Op de kaart 'Watersystemen kaart 2' ' is het plangebied gelegen binnen het overstroombaar gebied. Artikel 2.10 bepaalt hierover het volgende:

  • 1. Een bestemmingsplan dat betrekking heeft op locaties binnen Overstroombaar gebied bevat bestemmingen en regels die rekening houden met overstromingsrisico’s. Binnendijks is dit van toepassing op kwetsbare en vitale objecten en woonwijken en bedrijventerreinen. Buitendijks is dit ook van toepassing op individuele woningen en bedrijven.
  • 2. De motivering op een bestemmingsplan bevat een beschrijving van het door de gemeente te voeren beleid ter zake en de wijze waarop met het overstromingsrisico is omgegaan.

Toetsing

Het plan voorziet niet in de realisatie van nieuwe woonwijken en bedrijventerreinen, noch vitale objecten. Er worden buitendijks ook geen nieuwe woningen of bedrijven toegelaten. Wat dat betreft wordt voldaan aan het provinciale beleid.

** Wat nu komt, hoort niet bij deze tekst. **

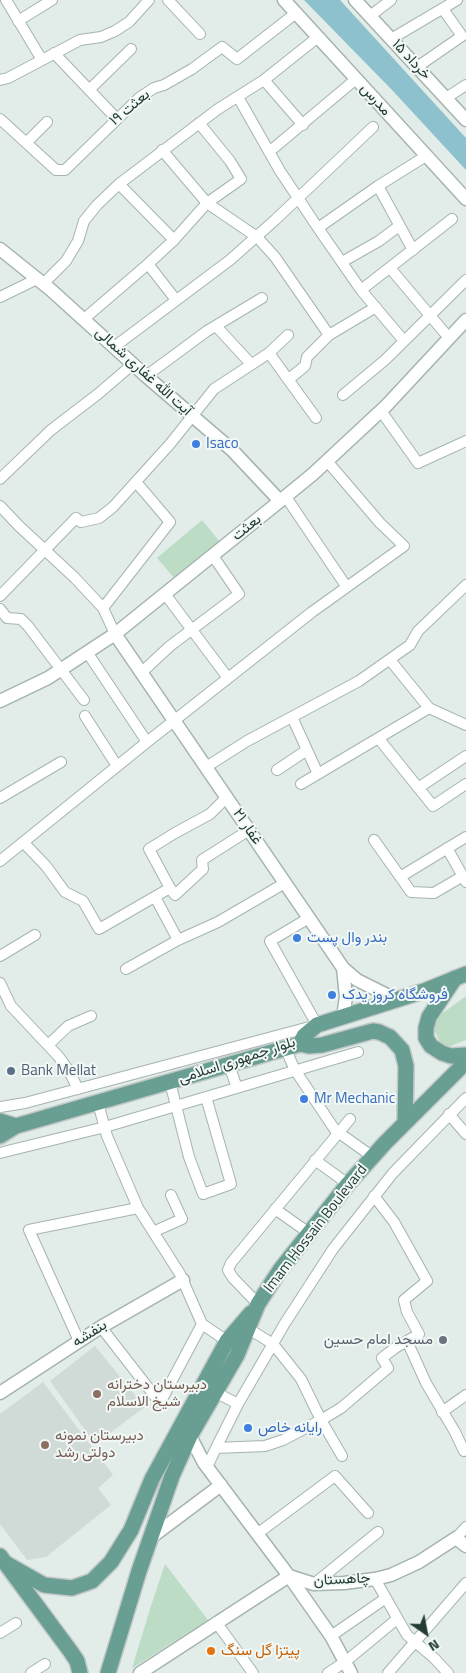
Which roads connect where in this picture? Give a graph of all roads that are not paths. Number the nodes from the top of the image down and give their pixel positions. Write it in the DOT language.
graph roads {
  1 [pos="6,0"];
  2 [pos="52,0"];
  3 [pos="149,0"];
  4 [pos="168,0"];
  5 [pos="284,0"];
  6 [pos="355,0"];
  7 [pos="391,0"];
  8 [pos="457,0"];
  9 [pos="443,9"];
  10 [pos="296,13"];
  11 [pos="370,16"];
  12 [pos="18,21"];
  13 [pos="200,34"];
  14 [pos="318,37"];
  15 [pos="391,39"];
  16 [pos="132,49"];
  17 [pos="54,53"];
  18 [pos="42,60"];
  19 [pos="417,67"];
  20 [pos="356,79"];
  21 [pos="0,80"];
  22 [pos="264,80"];
  23 [pos="466,85"];
  24 [pos="89,90"];
  25 [pos="238,97"];
  26 [pos="446,98"];
  27 [pos="116,118"];
  28 [pos="0,119"];
  29 [pos="466,120"];
  30 [pos="46,122"];
  31 [pos="199,123"];
  32 [pos="303,125"];
  33 [pos="373,127"];
  34 [pos="27,142"];
  35 [pos="162,150"];
  36 [pos="269,152"];
  37 [pos="426,156"];
  38 [pos="119,184"];
  39 [pos="378,186"];
  40 [pos="299,198"];
  41 [pos="466,199"];
  42 [pos="207,204"];
  43 [pos="452,219"];
  44 [pos="399,226"];
  45 [pos="318,228"];
  46 [pos="257,237"];
  47 [pos="174,240"];
  48 [pos="0,249"];
  49 [pos="413,250"];
  50 [pos="342,262"];
  51 [pos="148,264"];
  52 [pos="390,268"];
  53 [pos="466,280"];
  54 [pos="40,281"];
  55 [pos="362,290"];
  56 [pos="0,297"];
  57 [pos="262,298"];
  58 [pos="176,300"];
  59 [pos="376,307"];
  60 [pos="430,316"];
  61 [pos="84,319"];
  62 [pos="466,320"];
  63 [pos="216,326"];
  64 [pos="288,335"];
  65 [pos="329,335"];
  66 [pos="450,338"];
  67 [pos="404,341"];
  68 [pos="114,347"];
  69 [pos="269,353"];
  70 [pos="133,364"];
  71 [pos="251,364"];
  72 [pos="146,376"];
  73 [pos="289,379"];
  74 [pos="343,396"];
  75 [pos="381,411"];
  76 [pos="193,416"];
  77 [pos="316,418"];
  78 [pos="465,444"];
  79 [pos="327,461"];
  80 [pos="0,479"];
  81 [pos="136,482"];
  82 [pos="283,499"];
  83 [pos="0,506"];
  84 [pos="45,550"];
  85 [pos="213,556"];
  86 [pos="466,585"];
  87 [pos="346,586"];
  88 [pos="165,594"];
  89 [pos="0,596"];
  90 [pos="103,608"];
  91 [pos="0,609"];
  92 [pos="4,621"];
  93 [pos="191,629"];
  94 [pos="115,634"];
  95 [pos="87,652"];
  96 [pos="390,660"];
  97 [pos="60,670"];
  98 [pos="141,672"];
  99 [pos="228,678"];
  100 [pos="84,700"];
  101 [pos="0,701"];
  102 [pos="429,708"];
  103 [pos="85,716"];
  104 [pos="292,716"];
  105 [pos="174,721"];
  106 [pos="466,725"];
  107 [pos="378,739"];
  108 [pos="147,742"];
  109 [pos="307,750"];
  110 [pos="466,756"];
  111 [pos="61,762"];
  112 [pos="117,766"];
  113 [pos="206,767"];
  114 [pos="277,770"];
  115 [pos="318,774"];
  116 [pos="302,784"];
  117 [pos="466,784"];
  118 [pos="418,788"];
  119 [pos="0,798"];
  120 [pos="227,798"];
  121 [pos="249,830"];
  122 [pos="466,837"];
  123 [pos="374,840"];
  124 [pos="24,842"];
  125 [pos="447,848"];
  126 [pos="0,861"];
  127 [pos="400,877"];
  128 [pos="464,879"];
  129 [pos="285,883"];
  130 [pos="170,888"];
  131 [pos="155,897"];
  132 [pos="309,918"];
  133 [pos="35,935"];
  134 [pos="178,940"];
  135 [pos="0,956"];
  136 [pos="343,968"];
  137 [pos="126,969"];
  138 [pos="461,976"];
  139 [pos="0,983"];
  140 [pos="3,996"];
  141 [pos="397,1000"];
  142 [pos="91,1016"];
  143 [pos="343,1017"];
  144 [pos="317,1025"];
  145 [pos="329,1044"];
  146 [pos="48,1045"];
  147 [pos="293,1046"];
  148 [pos="358,1052"];
  149 [pos="466,1055"];
  150 [pos="329,1061"];
  151 [pos="466,1062"];
  152 [pos="228,1065"];
  153 [pos="294,1070"];
  154 [pos="170,1082"];
  155 [pos="237,1088"];
  156 [pos="78,1089"];
  157 [pos="206,1097"];
  158 [pos="466,1098"];
  159 [pos="98,1103"];
  160 [pos="177,1106"];
  161 [pos="0,1107"];
  162 [pos="449,1114"];
  163 [pos="350,1119"];
  164 [pos="0,1121"];
  165 [pos="405,1123"];
  166 [pos="16,1126"];
  167 [pos="105,1128"];
  168 [pos="338,1132"];
  169 [pos="466,1134"];
  170 [pos="0,1136"];
  171 [pos="0,1153"];
  172 [pos="373,1156"];
  173 [pos="315,1160"];
  174 [pos="348,1184"];
  175 [pos="171,1195"];
  176 [pos="374,1196"];
  177 [pos="138,1208"];
  178 [pos="275,1209"];
  179 [pos="153,1232"];
  180 [pos="309,1233"];
  181 [pos="183,1280"];
  182 [pos="257,1306"];
  183 [pos="202,1324"];
  184 [pos="101,1327"];
  185 [pos="249,1329"];
  186 [pos="79,1341"];
  187 [pos="407,1341"];
  188 [pos="227,1342"];
  189 [pos="273,1344"];
  190 [pos="216,1392"];
  191 [pos="0,1393"];
  192 [pos="466,1395"];
  193 [pos="238,1404"];
  194 [pos="442,1412"];
  195 [pos="321,1420"];
  196 [pos="190,1436"];
  197 [pos="216,1448"];
  198 [pos="464,1451"];
  199 [pos="342,1456"];
  200 [pos="207,1467"];
  201 [pos="221,1486"];
  202 [pos="368,1513"];
  203 [pos="466,1527"];
  204 [pos="378,1532"];
  205 [pos="257,1534"];
  206 [pos="149,1538"];
  207 [pos="461,1542"];
  208 [pos="3,1560"];
  209 [pos="288,1576"];
  210 [pos="374,1579"];
  211 [pos="466,1582"];
  212 [pos="314,1584"];
  213 [pos="386,1598"];
  214 [pos="398,1619"];
  215 [pos="216,1622"];
  216 [pos="16,1623"];
  217 [pos="0,1633"];
  218 [pos="331,1636"];
  219 [pos="415,1642"];
  220 [pos="45,1664"];
  221 [pos="348,1667"];
  222 [pos="31,1673"];
  223 [pos="80,1673"];
  224 [pos="108,1673"];
  225 [pos="140,1673"];
  226 [pos="253,1673"];
  227 [pos="328,1673"];
  228 [pos="388,1673"];
  229 [pos="448,1673"];
  1 -- 12 [label="street"];
  2 -- 12 [label="street"];
  3 -- 17 [label="street"];
  4 -- 13 [label="street"];
  5 -- 10 [label="street, مدرس"];
  6 -- 11 [label="street, ۱۵ خرداد"];
  7 -- 11 [label="street"];
  8 -- 9 [label="street"];
  9 -- 15 [label="street"];
  9 -- 19 [label="street"];
  10 -- 14 [label="street, مدرس"];
  10 -- 27 [label="street, بعثت ۱۹"];
  11 -- 15 [label="street, ۱۵ خرداد"];
  12 -- 18 [label="street"];
  14 -- 20 [label="street, مدرس"];
  14 -- 22 [label="street"];
  15 -- 19 [label="street, ۱۵ خرداد"];
  16 -- 24 [label="street"];
  17 -- 18 [label="street"];
  17 -- 24 [label="street"];
  18 -- 21 [label="street"];
  19 -- 26 [label="street, ۱۵ خرداد"];
  20 -- 32 [label="street"];
  20 -- 37 [label="street, مدرس"];
  22 -- 25 [label="street"];
  22 -- 32 [label="street"];
  23 -- 26 [label="street"];
  24 -- 27 [label="street"];
  25 -- 31 [label="street"];
  25 -- 36 [label="street"];
  26 -- 29 [label="street, ۱۵ خرداد"];
  27 -- 34 [label="street, بعثت ۱۹"];
  28 -- 34 [label="street, بعثت ۱۹"];
  30 -- 34 [label="street"];
  31 -- 35 [label="street"];
  31 -- 42 [label="street"];
  32 -- 36 [label="street"];
  33 -- 40 [label="street"];
  35 -- 38 [label="street"];
  35 -- 42 [label="street"];
  36 -- 40 [label="street"];
  37 -- 39 [label="street"];
  37 -- 41 [label="street, مدرس"];
  38 -- 47 [label="street"];
  38 -- 54 [label="street"];
  39 -- 44 [label="street"];
  39 -- 45 [label="street"];
  40 -- 45 [label="street"];
  40 -- 46 [label="street"];
  42 -- 46 [label="street"];
  42 -- 47 [label="street"];
  43 -- 49 [label="street"];
  44 -- 49 [label="street"];
  44 -- 50 [label="street"];
  45 -- 50 [label="street"];
  46 -- 58 [label="street"];
  46 -- 65 [label="street"];
  47 -- 51 [label="street"];
  48 -- 54 [label="street, آیت الله غفاری شمالی"];
  49 -- 52 [label="street"];
  50 -- 55 [label="street"];
  51 -- 58 [label="street"];
  51 -- 61 [label="street"];
  52 -- 55 [label="street"];
  52 -- 60 [label="street"];
  53 -- 60 [label="street"];
  54 -- 56 [label="street"];
  54 -- 61 [label="street, آیت الله غفاری شمالی"];
  55 -- 59 [label="street"];
  57 -- 63 [label="street"];
  58 -- 68 [label="street"];
  59 -- 65 [label="street"];
  59 -- 67 [label="street"];
  60 -- 66 [label="street"];
  60 -- 67 [label="street"];
  61 -- 68 [label="street, آیت الله غفاری شمالی"];
  62 -- 66 [label="street, بعثت"];
  63 -- 71 [label="street"];
  63 -- 72 [label="street"];
  64 -- 69 [label="street"];
  65 -- 73 [label="street"];
  66 -- 75 [label="street, بعثت"];
  67 -- 74 [label="street"];
  68 -- 70 [label="street, آیت الله غفاری شمالی"];
  69 -- 71 [label="street"];
  69 -- 73 [label="street"];
  70 -- 72 [label="street, آیت الله غفاری شمالی"];
  70 -- 80 [label="street"];
  71 -- 76 [label="street"];
  72 -- 76 [label="street, آیت الله غفاری شمالی"];
  73 -- 77 [label="street"];
  75 -- 78 [label="street"];
  75 -- 79 [label="street, بعثت"];
  76 -- 81 [label="street"];
  76 -- 82 [label="street, آیت الله غفاری شمالی"];
  79 -- 82 [label="street, بعثت"];
  79 -- 87 [label="street"];
  81 -- 84 [label="street"];
  81 -- 90 [label="street"];
  82 -- 85 [label="street, بعثت"];
  82 -- 87 [label="street"];
  83 -- 84 [label="street"];
  84 -- 89 [label="street"];
  84 -- 90 [label="street"];
  85 -- 88 [label="street, بعثت"];
  85 -- 93 [label="street"];
  86 -- 96 [label="street"];
  87 -- 99 [label="street"];
  88 -- 93 [label="street"];
  88 -- 94 [label="street, بعثت"];
  90 -- 94 [label="street"];
  91 -- 92 [label="street"];
  92 -- 97 [label="street"];
  93 -- 98 [label="street"];
  93 -- 99 [label="street"];
  94 -- 95 [label="street, بعثت"];
  94 -- 98 [label="street, غفار ۲۱"];
  95 -- 97 [label="street, بعثت"];
  95 -- 108 [label="street"];
  96 -- 102 [label="street"];
  96 -- 104 [label="street"];
  97 -- 100 [label="street"];
  97 -- 101 [label="street, بعثت"];
  98 -- 105 [label="street, غفار ۲۱"];
  99 -- 105 [label="street"];
  102 -- 106 [label="street"];
  102 -- 107 [label="street"];
  103 -- 112 [label="street"];
  104 -- 109 [label="street"];
  104 -- 113 [label="street"];
  105 -- 108 [label="street"];
  105 -- 113 [label="street, غفار ۲۱"];
  107 -- 115 [label="street"];
  107 -- 118 [label="street"];
  108 -- 112 [label="street"];
  109 -- 114 [label="street"];
  109 -- 115 [label="street"];
  110 -- 118 [label="street"];
  111 -- 119 [label="street"];
  112 -- 124 [label="street"];
  113 -- 120 [label="street, غفار ۲۱"];
  115 -- 116 [label="street"];
  117 -- 118 [label="street"];
  120 -- 121 [label="street, غفار ۲۱"];
  120 -- 130 [label="street"];
  121 -- 129 [label="street, غفار ۲۱"];
  121 -- 130 [label="street"];
  122 -- 125 [label="street"];
  123 -- 127 [label="street"];
  124 -- 126 [label="street"];
  124 -- 131 [label="street"];
  125 -- 127 [label="street"];
  125 -- 128 [label="street"];
  127 -- 128 [label="street"];
  129 -- 132 [label="street, غفار ۲۱"];
  129 -- 134 [label="street"];
  130 -- 131 [label="street"];
  131 -- 134 [label="street"];
  132 -- 136 [label="street, غفار ۲۱"];
  132 -- 144 [label="street"];
  133 -- 135 [label="street"];
  134 -- 137 [label="street"];
  136 -- 141 [label="street, غفار ۲۱"];
  136 -- 143 [label="street"];
  138 -- 141 [label="main road"];
  138 -- 149 [label="main road"];
  139 -- 140 [label="street"];
  140 -- 146 [label="street"];
  141 -- 143 [label="main road"];
  142 -- 146 [label="street"];
  143 -- 144 [label="main road"];
  144 -- 147 [label="main road, بلوار جمهوری اسلامی"];
  144 -- 156 [label="street"];
  145 -- 147 [label="main road"];
  145 -- 150 [label="street"];
  145 -- 165 [label="main road"];
  146 -- 156 [label="street"];
  147 -- 152 [label="main road, بلوار جمهوری اسلامی"];
  147 -- 153 [label="street"];
  148 -- 150 [label="street"];
  150 -- 153 [label="street"];
  151 -- 165 [label="main road, Imam Hossain Boulevard"];
  152 -- 154 [label="main road, بلوار جمهوری اسلامی"];
  152 -- 155 [label="street"];
  153 -- 155 [label="street"];
  153 -- 168 [label="street"];
  154 -- 159 [label="main road, بلوار جمهوری اسلامی"];
  154 -- 160 [label="street"];
  155 -- 157 [label="street"];
  156 -- 161 [label="street"];
  157 -- 160 [label="street"];
  157 -- 160 [label="street"];
  158 -- 162 [label="street"];
  159 -- 166 [label="main road, بلوار جمهوری اسلامی"];
  159 -- 167 [label="street"];
  160 -- 167 [label="street"];
  162 -- 169 [label="street"];
  162 -- 176 [label="street"];
  163 -- 168 [label="street"];
  164 -- 166 [label="main road"];
  165 -- 172 [label="main road, Imam Hossain Boulevard"];
  166 -- 170 [label="main road, بلوار جمهوری اسلامی"];
  167 -- 171 [label="street"];
  167 -- 177 [label="street"];
  168 -- 172 [label="street"];
  168 -- 173 [label="street"];
  172 -- 174 [label="main road, Imam Hossain Boulevard"];
  173 -- 174 [label="street"];
  173 -- 178 [label="street"];
  174 -- 180 [label="main road, Imam Hossain Boulevard"];
  175 -- 179 [label="street"];
  176 -- 187 [label="street"];
  176 -- 189 [label="street"];
  177 -- 179 [label="street"];
  177 -- 186 [label="street"];
  178 -- 180 [label="street"];
  178 -- 182 [label="street"];
  179 -- 181 [label="street"];
  180 -- 182 [label="main road, Imam Hossain Boulevard"];
  181 -- 183 [label="street"];
  181 -- 184 [label="street, بنفشه"];
  182 -- 185 [label="main road, Imam Hossain Boulevard"];
  182 -- 188 [label="main road"];
  183 -- 184 [label="street"];
  183 -- 188 [label="street"];
  184 -- 186 [label="street, بنفشه"];
  185 -- 189 [label="street"];
  185 -- 190 [label="main road, Imam Hossain Boulevard"];
  186 -- 191 [label="street, بنفشه"];
  187 -- 194 [label="street"];
  187 -- 195 [label="street"];
  188 -- 208 [label="main road"];
  189 -- 193 [label="street"];
  189 -- 195 [label="street"];
  190 -- 193 [label="street"];
  190 -- 196 [label="main road, Imam Hossain Boulevard"];
  192 -- 194 [label="street"];
  193 -- 197 [label="street"];
  194 -- 198 [label="street"];
  195 -- 197 [label="street"];
  195 -- 199 [label="street"];
  196 -- 200 [label="street"];
  196 -- 206 [label="main road, Imam Hossain Boulevard"];
  197 -- 200 [label="street"];
  200 -- 201 [label="street"];
  201 -- 205 [label="street"];
  201 -- 206 [label="street"];
  202 -- 205 [label="street"];
  203 -- 207 [label="street"];
  204 -- 212 [label="street"];
  205 -- 209 [label="street"];
  206 -- 224 [label="main road, Imam Hossain Boulevard"];
  207 -- 210 [label="street, چاهستان"];
  208 -- 223 [label="main road"];
  209 -- 212 [label="street, چاهستان"];
  209 -- 215 [label="street"];
  209 -- 218 [label="street"];
  210 -- 212 [label="street, چاهستان"];
  210 -- 213 [label="street"];
  211 -- 219 [label="street"];
  213 -- 214 [label="street"];
  213 -- 218 [label="street"];
  214 -- 219 [label="street"];
  214 -- 221 [label="street"];
  215 -- 225 [label="street"];
  215 -- 226 [label="street"];
  216 -- 217 [label="street"];
  218 -- 221 [label="street"];
  219 -- 228 [label="street"];
  219 -- 229 [label="street"];
  220 -- 222 [label="street"];
  221 -- 227 [label="street"];
}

Cultuurhistorie en landschap kaart 2

Op de kaart 'cultuurhistorie en landschap' is het plangebied gelegen binnen de Cultuurhistorische hoofdstructuur (CHS), nader aangeduid als ‘Beschermen en benutten van de cultuurhistorische hoofdstructuur ’.

Artikel 7.7 bepaalt hierover het volgende:

  • 3. In een bestemmingsplan dat betrekking heeft op locaties gelegen in de Cultuurhistorische hoofdstructuur wordt rekening gehouden met de waarden van de Cultuurhistorische hoofdstructuur en worden regels gesteld ter bescherming en benutting van deze waarden
  • 4. Als waarden van de Cultuurhistorische hoofdstructuur gelden de kernkwaliteiten, bedoeld in de Bijlage 14 Cultuurhistorie bij deze verordening, voor de volgende gebieden:
    • a. de Historische buitenplaatszone, die bestaat uit de deelgebieden Stichtse Lustwarande, Langbroekerwetering, Vecht, Amersfoortseweg (Wegh der Weegen), Laagte van Pijnenburg, Valleilandgoederen, Amelisweerd, Kasteel de Haar, Landgoed Linschoten, Maarsbergse Flank en Prattenburg-Remmerstein;
    • b. het Militair erfgoed, dat bestaat uit de deelgebieden Nieuwe Hollandse Waterlinie, Oude Hollandsche Waterlinie, Grebbelinie en Soesterberg en omgeving;
    • c. het Agrarisch cultuurlandschap, dat bestaat uit de deelgebieden Lopikerwaard, Kockengen-Kamerik-Zegveld, Westbroek, Linschoten, Ronde Venen, Soester Eng, Cope-ontginningscomplex Hei- en Boeicop e.o. en Zouweboezem;
    • d. de Historische infrastructuur, die bestaat uit de deelgebieden Route Impériale, Via Regia en Wegh der Weegen; en
    • e. de Archeologisch waardevolle zone, die bestaat uit de deelgebieden Utrechtse Heuvelrug, Limes en Dorestad.
  • 5. De motivering van een bestemmingsplan bevat:
    • a. een beschrijving van de in het plangebied aanwezige cultuurhistorische waarden; en
    • b. een beschrijving en motivering van de wijze waarop rekening is gehouden met deze waarden.

Toetsing

Het plangebied ligt in het gebied dat aan onderdeel uitmaakt van de Grebbelinie. In paragraaf 3.2.1 is ingegaan op de gevolgen van het plan voor de cultuurhistorische waarden van de linie.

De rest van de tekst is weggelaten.